Department of Cardiology and Pneumology, Charité-Universitätsmedizin Berlin, Campus Benjamin Franklin, Berlin, Germany.
Hypertension. 2012 May;59(5):949-57. doi: 10.1161/HYPERTENSIONAHA.111.183913. Epub 2012 Apr 9.

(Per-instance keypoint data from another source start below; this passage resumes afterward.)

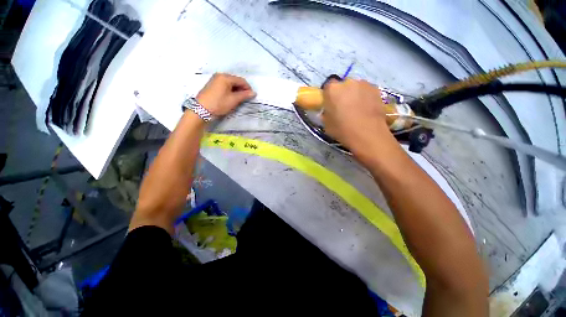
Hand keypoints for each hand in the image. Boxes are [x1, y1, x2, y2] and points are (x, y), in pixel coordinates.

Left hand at [196, 73, 255, 116]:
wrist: (201, 110)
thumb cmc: (219, 104)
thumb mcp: (233, 100)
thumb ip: (244, 95)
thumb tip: (253, 93)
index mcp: (225, 77)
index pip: (241, 80)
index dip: (248, 88)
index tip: (252, 96)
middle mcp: (220, 76)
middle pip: (235, 81)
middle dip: (242, 89)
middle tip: (246, 98)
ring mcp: (215, 80)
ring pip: (230, 83)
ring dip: (236, 90)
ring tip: (239, 99)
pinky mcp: (212, 85)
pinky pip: (224, 85)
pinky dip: (230, 90)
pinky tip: (231, 97)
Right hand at [322, 79, 391, 154]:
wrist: (368, 134)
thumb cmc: (342, 130)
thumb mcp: (327, 125)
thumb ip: (326, 114)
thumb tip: (328, 112)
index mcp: (332, 90)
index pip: (327, 87)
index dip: (328, 96)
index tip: (330, 104)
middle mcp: (348, 82)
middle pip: (343, 86)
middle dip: (342, 94)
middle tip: (343, 108)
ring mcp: (364, 84)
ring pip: (356, 88)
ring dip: (355, 95)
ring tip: (357, 110)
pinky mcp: (377, 89)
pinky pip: (367, 92)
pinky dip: (366, 98)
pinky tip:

To investigate whether heart rate reduction via I(f)-channel blockade and β-receptor blockade prevents left ventricular (LV) dysfunction, we studied ivabradine and metoprolol in angiotensin II-induced heart failure. Cardiac dysfunction in C57BL/6J mice was induced by implantation of osmotic pumps for continuous subcutaneous dosing of angiotensin II (1.8 mg/kg per day SC) over a period of 3 weeks. Ivabradine (10 mg/kg per day) and metoprolol (90 mg/kg per day), which resulted in similar heart rate reduction, or placebo treatments were simultaneously started with infusion of angiotensin II. After 3 weeks, LV function was estimated by conductance catheter technique, cardiac remodeling assessed by estimation of cardiac hypertrophy, fibrosis, and inflammatory stress response by immunohistochemistry or PCR, respectively. Compared with controls, angiotensin II infusion resulted in hypertension in impaired systolic (LV contractility, stroke volume, end systolic elastance, afterload, index of arterial-ventricular coupling, and cardiac output; P<0.05) and diastolic (LV relaxation, LV end diastolic pressure, τ, and stiffness constant β; P<0.05) LV function. This was associated with a significant increase in cardiac hypertrophy and fibrosis. Increased cardiac stress was also indicated by an increase in cardiac inflammation and apoptosis. Both ivabradine and metoprolol led to a similar reduction in heart rate. Metoprolol also reduced systolic blood pressure. Ivabradine led to a significant improvement in systolic and diastolic LV function (P<0.05). This was associated with less cardiac hypertrophy, fibrosis, inflammation, and cardiac apoptosis (P<0.05). Metoprolol treatment did not prevent the reduction in cardiac function and adverse remodeling, despite a reduction of the inflammatory stress response. Behind heart rate reduction, additional beneficial cardiac effects contribute to heart failure prevention with I(f)-channel inhibition.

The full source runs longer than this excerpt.